Input records section start
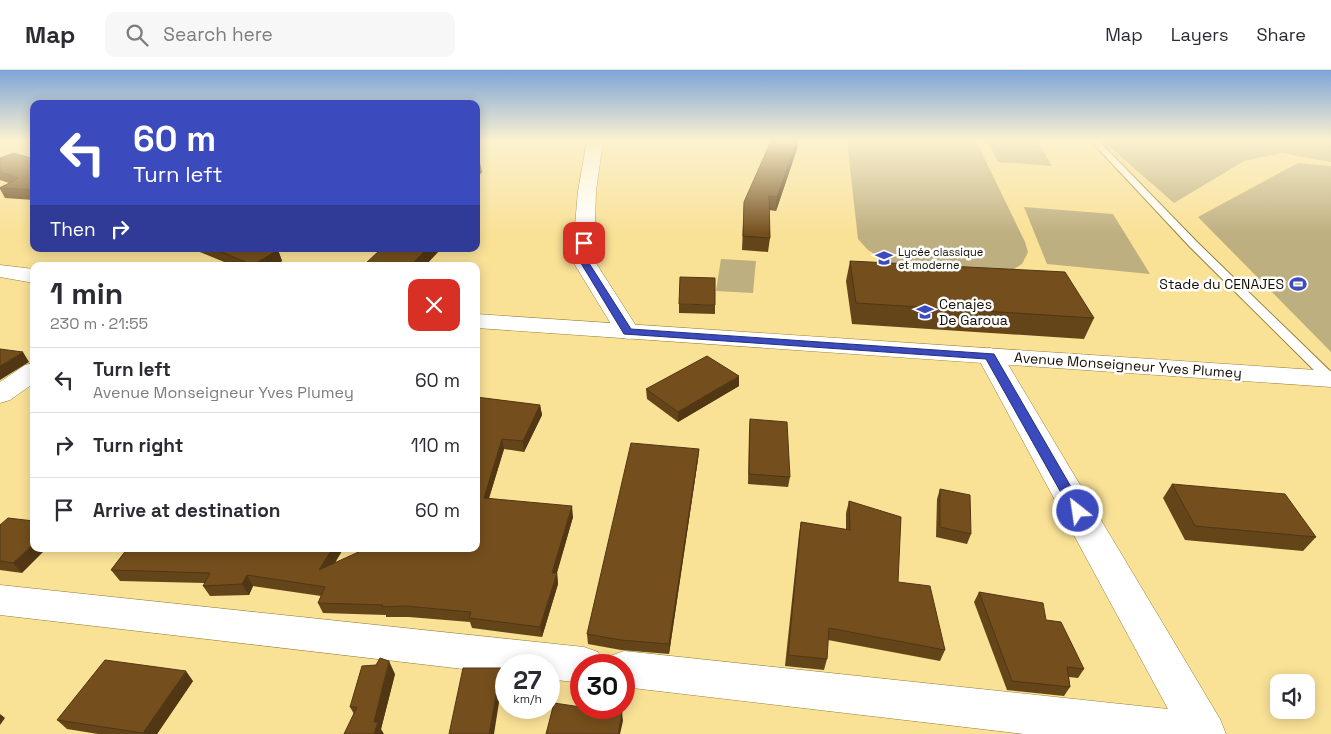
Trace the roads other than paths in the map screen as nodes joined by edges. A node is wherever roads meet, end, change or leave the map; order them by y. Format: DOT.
graph roads {
  1 [pos="590,172"];
  2 [pos="1124,172"];
  3 [pos="0,271"];
  4 [pos="30,275"];
  5 [pos="480,321"];
  6 [pos="628,332"];
  7 [pos="990,356"];
  8 [pos="30,374"];
  9 [pos="1331,379"];
  10 [pos="0,394"];
  11 [pos="0,600"];
  12 [pos="570,663"];
  13 [pos="635,671"];
  14 [pos="1205,734"];
  1 -- 6 [label="street"];
  2 -- 9 [label="lane"];
  3 -- 4 [label="street"];
  5 -- 6 [label="street, Avenue Monseigneur Yves Plumey"];
  6 -- 7 [label="street, Avenue Monseigneur Yves Plumey"];
  7 -- 9 [label="street, Avenue Monseigneur Yves Plumey"];
  7 -- 14 [label="street"];
  8 -- 10 [label="street"];
  11 -- 12 [label="street"];
  13 -- 14 [label="street"];
}
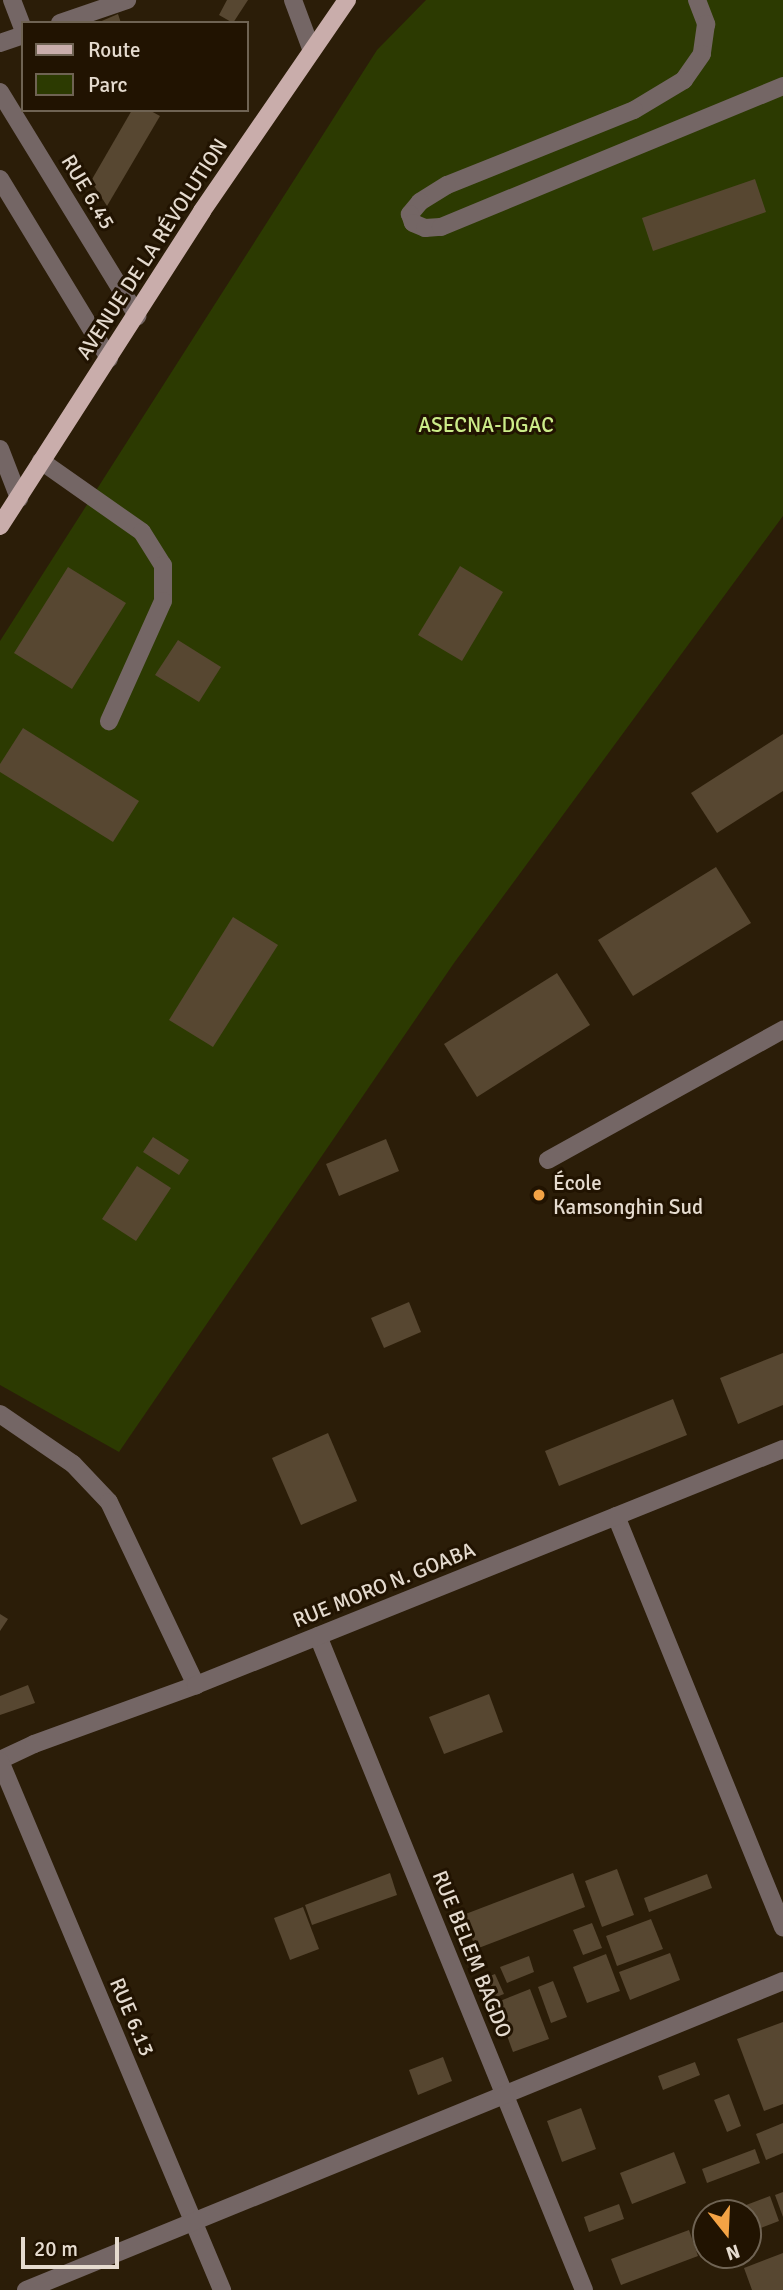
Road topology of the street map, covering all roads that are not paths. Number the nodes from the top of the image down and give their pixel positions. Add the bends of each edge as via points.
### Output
1 (12, 0) edge
2 (127, 0) edge
3 (293, 0) edge
4 (347, 0) edge
5 (697, 0) edge
6 (66, 21) edge
7 (21, 23) edge
8 (21, 36) edge
9 (0, 43) edge
10 (312, 51) junction
11 (783, 86) edge
12 (0, 92) edge
13 (0, 179) edge
14 (137, 316) junction
15 (109, 358) junction
16 (0, 449) edge
17 (41, 461) junction
18 (19, 498) junction
19 (0, 526) edge
20 (109, 721) dead end
21 (783, 1030) edge
22 (548, 1160) dead end
23 (0, 1414) edge
24 (783, 1449) edge
25 (616, 1516) junction
26 (318, 1636) junction
27 (196, 1685) junction
28 (0, 1761) edge
29 (783, 1927) edge
30 (783, 1981) edge
31 (505, 2094) junction
32 (194, 2221) junction
33 (26, 2290) edge
34 (222, 2290) edge
35 (584, 2290) edge

1 - 7 street
2 - 6 street
3 - 10 street
4 - 10 main road, AVENUE DE LA RÉVOLUTION
5 - 11 street via 706,24 702,54 684,80 634,110 447,186 420,202 410,214 413,223 441,227
8 - 9 street
10 - 14 main road, AVENUE DE LA RÉVOLUTION via 202,211
12 - 14 street, RUE 6.45
13 - 15 street
14 - 15 main road, AVENUE DE LA RÉVOLUTION
15 - 17 main road, AVENUE DE LA RÉVOLUTION
16 - 18 street
17 - 18 main road, AVENUE DE LA RÉVOLUTION
17 - 20 street via 142,532 163,565 163,601
18 - 19 main road, AVENUE DE LA RÉVOLUTION
21 - 22 street
23 - 27 street via 74,1464 109,1502
24 - 25 street, RUE MORO N. GOABA
25 - 26 street, RUE MORO N. GOABA
25 - 29 street
26 - 27 street, RUE MORO N. GOABA
26 - 31 street, RUE BELEM BAGDO
27 - 28 street, RUE MORO N. GOABA via 34,1744
28 - 32 street, RUE 6.13
30 - 31 street
31 - 32 street
31 - 35 street, RUE BELEM BAGDO
32 - 33 street
32 - 34 street, RUE 6.13

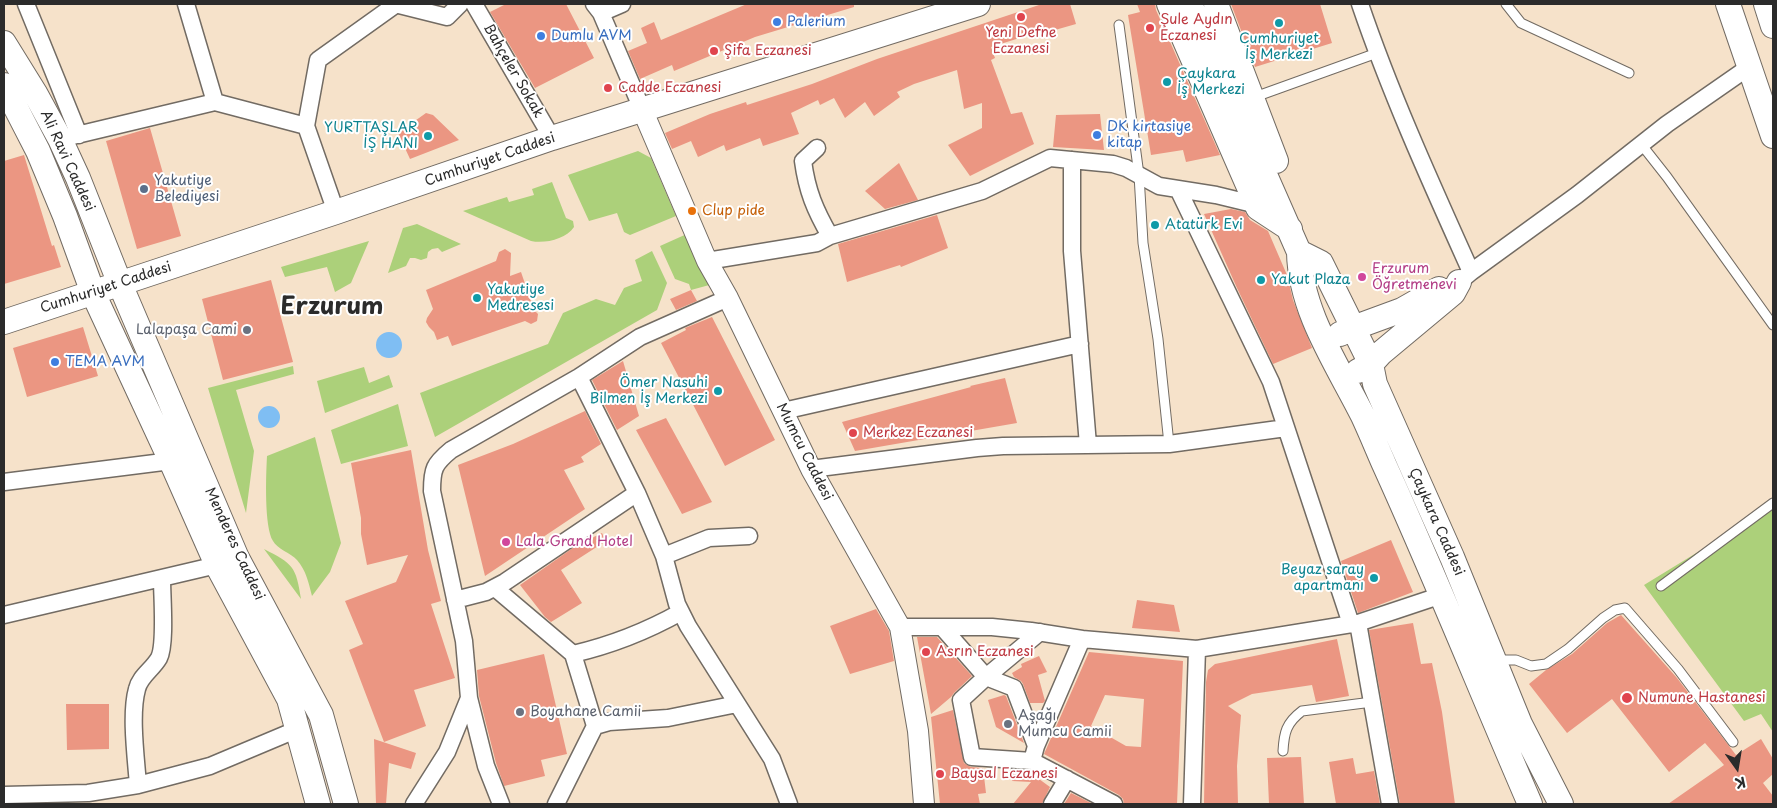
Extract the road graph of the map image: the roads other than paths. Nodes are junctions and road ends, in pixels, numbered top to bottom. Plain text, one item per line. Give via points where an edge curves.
1 (26, 4) edge
2 (186, 4) edge
3 (395, 4) edge
4 (460, 4) edge
5 (474, 4) edge
6 (622, 4) edge
7 (978, 4) edge
8 (1169, 4) edge
9 (1190, 4) edge
10 (1216, 4) edge
11 (1360, 4) edge
12 (1506, 4) edge
13 (1728, 4) edge
14 (1766, 4) edge
15 (597, 9) edge
16 (1119, 25) dead end
17 (1773, 26) edge
18 (4, 43) edge
19 (1377, 53) junction
20 (1749, 67) junction
21 (1629, 73) dead end
22 (4, 85) edge
23 (1252, 98) junction
24 (215, 102) junction
25 (642, 110) junction
26 (306, 126) junction
27 (1773, 136) edge
28 (69, 137) junction
29 (552, 138) junction
30 (1641, 144) junction
31 (817, 148) dead end
32 (1072, 160) junction
33 (1139, 175) junction
34 (1178, 189) junction
35 (1258, 208) junction
36 (336, 212) junction
37 (1290, 230) junction
38 (830, 236) junction
39 (1299, 252) junction
40 (707, 261) junction
41 (1465, 277) junction
42 (120, 284) junction
43 (93, 293) junction
44 (728, 298) junction
45 (4, 322) edge
46 (1773, 325) edge
47 (1353, 328) junction
48 (1324, 342) junction
49 (1080, 344) junction
50 (1371, 364) junction
51 (579, 377) junction
52 (1343, 380) junction
53 (782, 411) junction
54 (1286, 428) junction
55 (1169, 444) junction
56 (1088, 445) junction
57 (171, 461) junction
58 (811, 469) junction
59 (4, 482) edge
60 (637, 493) junction
61 (1773, 503) edge
62 (748, 536) dead end
63 (664, 556) junction
64 (217, 565) junction
65 (162, 579) junction
66 (1661, 586) dead end
67 (495, 588) junction
68 (1442, 595) junction
69 (455, 600) junction
70 (681, 612) junction
71 (4, 615) edge
72 (1355, 624) junction
73 (900, 627) junction
74 (942, 627) junction
75 (1040, 632) junction
76 (1082, 639) junction
77 (1197, 649) junction
78 (573, 654) junction
79 (1493, 660) junction
80 (986, 677) junction
81 (469, 698) junction
82 (1372, 702) junction
83 (737, 704) junction
84 (595, 726) junction
85 (298, 729) junction
86 (1733, 742) dead end
87 (1283, 751) dead end
88 (1034, 753) junction
89 (1067, 779) junction
90 (138, 785) junction
91 (4, 795) edge
92 (318, 804) edge
93 (346, 804) edge
94 (414, 804) edge
95 (501, 804) edge
96 (556, 804) edge
97 (790, 804) edge
98 (924, 804) edge
99 (1052, 804) edge
100 (1114, 804) edge
101 (1192, 804) edge
102 (1390, 804) edge
103 (1530, 804) edge
104 (1561, 804) edge

1 - 28 street
2 - 24 street
3 - 4 street via 447,17
3 - 26 street via 318,60
5 - 29 street, Bahçeler Sokak
6 - 15 street
7 - 25 main road, Cumhuriyet Caddesi
8 - 35 main road
9 - 37 main road, Çaykara Caddesi
10 - 23 main road
11 - 19 street
12 - 21 lane via 1521,23
13 - 20 main road
14 - 17 main road
15 - 25 street
16 - 33 lane
18 - 28 main road, Ali Ravi Caddesi via 35,93
19 - 23 lane
19 - 41 street
20 - 27 main road
20 - 30 street
22 - 43 main road, Ali Ravi Caddesi via 53,185
23 - 37 main road via 1287,189 1292,217
24 - 26 street
24 - 28 street
25 - 29 main road, Cumhuriyet Caddesi
25 - 40 street, Mumcu Caddesi
26 - 36 street
28 - 42 main road, Ali Ravi Caddesi via 78,178
29 - 36 main road, Cumhuriyet Caddesi
30 - 41 street
30 - 46 lane
31 - 38 street via 803,161 806,182 815,210
32 - 33 street via 1113,164
32 - 38 street via 1050,158 982,191
32 - 49 street via 1072,251
33 - 34 street via 1159,186
33 - 55 lane via 1143,243 1158,339
34 - 35 street via 1249,203
34 - 54 street via 1272,382
35 - 37 main road
36 - 42 main road, Cumhuriyet Caddesi
37 - 39 main road, Çaykara Caddesi
38 - 40 street via 817,243
39 - 47 main road, Çaykara Caddesi via 1321,264
39 - 48 main road, Çaykara Caddesi via 1300,270
40 - 44 street, Mumcu Caddesi
41 - 47 main road via 1402,310
41 - 50 main road via 1453,293
42 - 43 main road, Cumhuriyet Caddesi
42 - 93 main road, Menderes Caddesi via 237,558 321,715
43 - 45 main road, Cumhuriyet Caddesi
43 - 57 main road, Menderes Caddesi
44 - 51 street via 640,337
44 - 53 street, Mumcu Caddesi
47 - 48 main road
47 - 50 main road, Çaykara Caddesi
48 - 52 main road, Çaykara Caddesi
49 - 53 street
49 - 56 street
50 - 52 main road
50 - 79 main road, Çaykara Caddesi via 1375,384 1452,557
51 - 60 street
51 - 69 street via 451,450 432,472 432,491
52 - 68 main road, Çaykara Caddesi via 1362,415
53 - 58 street, Mumcu Caddesi
54 - 55 street
54 - 72 street
55 - 56 street
56 - 58 street via 977,448
57 - 59 street
57 - 64 main road, Menderes Caddesi
58 - 73 street, Mumcu Caddesi
60 - 63 street
60 - 67 street
61 - 66 lane
62 - 63 street via 709,538
63 - 70 street
64 - 65 street
64 - 85 main road, Menderes Caddesi via 289,699
65 - 71 street
65 - 90 street via 162,645 159,658 141,678 136,690 134,720
67 - 69 street
67 - 78 street
68 - 72 street
68 - 103 main road, Çaykara Caddesi
69 - 81 street via 464,641
70 - 78 street via 633,636
70 - 83 street
72 - 77 street
72 - 82 street
73 - 74 street
73 - 98 street, Mumcu Caddesi via 918,731
74 - 75 street via 992,627
74 - 80 street
75 - 76 street
75 - 80 street
76 - 77 street
76 - 88 street
77 - 101 street
78 - 84 street
79 - 86 lane via 1516,660 1531,666 1546,664 1603,618 1625,608 1678,669
79 - 104 main road, Çaykara Caddesi via 1520,724
80 - 88 street via 1014,688
80 - 88 street via 961,700 972,757
81 - 94 street via 447,752
81 - 95 street via 486,766
82 - 87 lane via 1302,711 1292,718 1284,734
82 - 102 street
83 - 84 street via 668,718
83 - 97 street via 772,759
84 - 96 street
85 - 90 street via 210,766
85 - 92 main road, Menderes Caddesi
88 - 89 street
89 - 99 street
89 - 100 street
90 - 91 street via 88,793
Input records section end
__What you will do__
Each line that contains the string "roads" should be copied from the data above.

__The completed task__
Trace the roads other than paths in the map screen as nodes joined by edges. A node is wherever roads meet, end, change or leave the map; order them by y. Format: DOT.
graph roads {
Road topology of the street map, covering all roads that are not paths. Number the nodes from the top of the image down and give their pixel positions. Add the bends of each edge as via points.
Extract the road graph of the map image: the roads other than paths. Nodes are junctions and road ends, in pixels, numbered top to bottom. Plain text, one item per line. Give via points where an edge curves.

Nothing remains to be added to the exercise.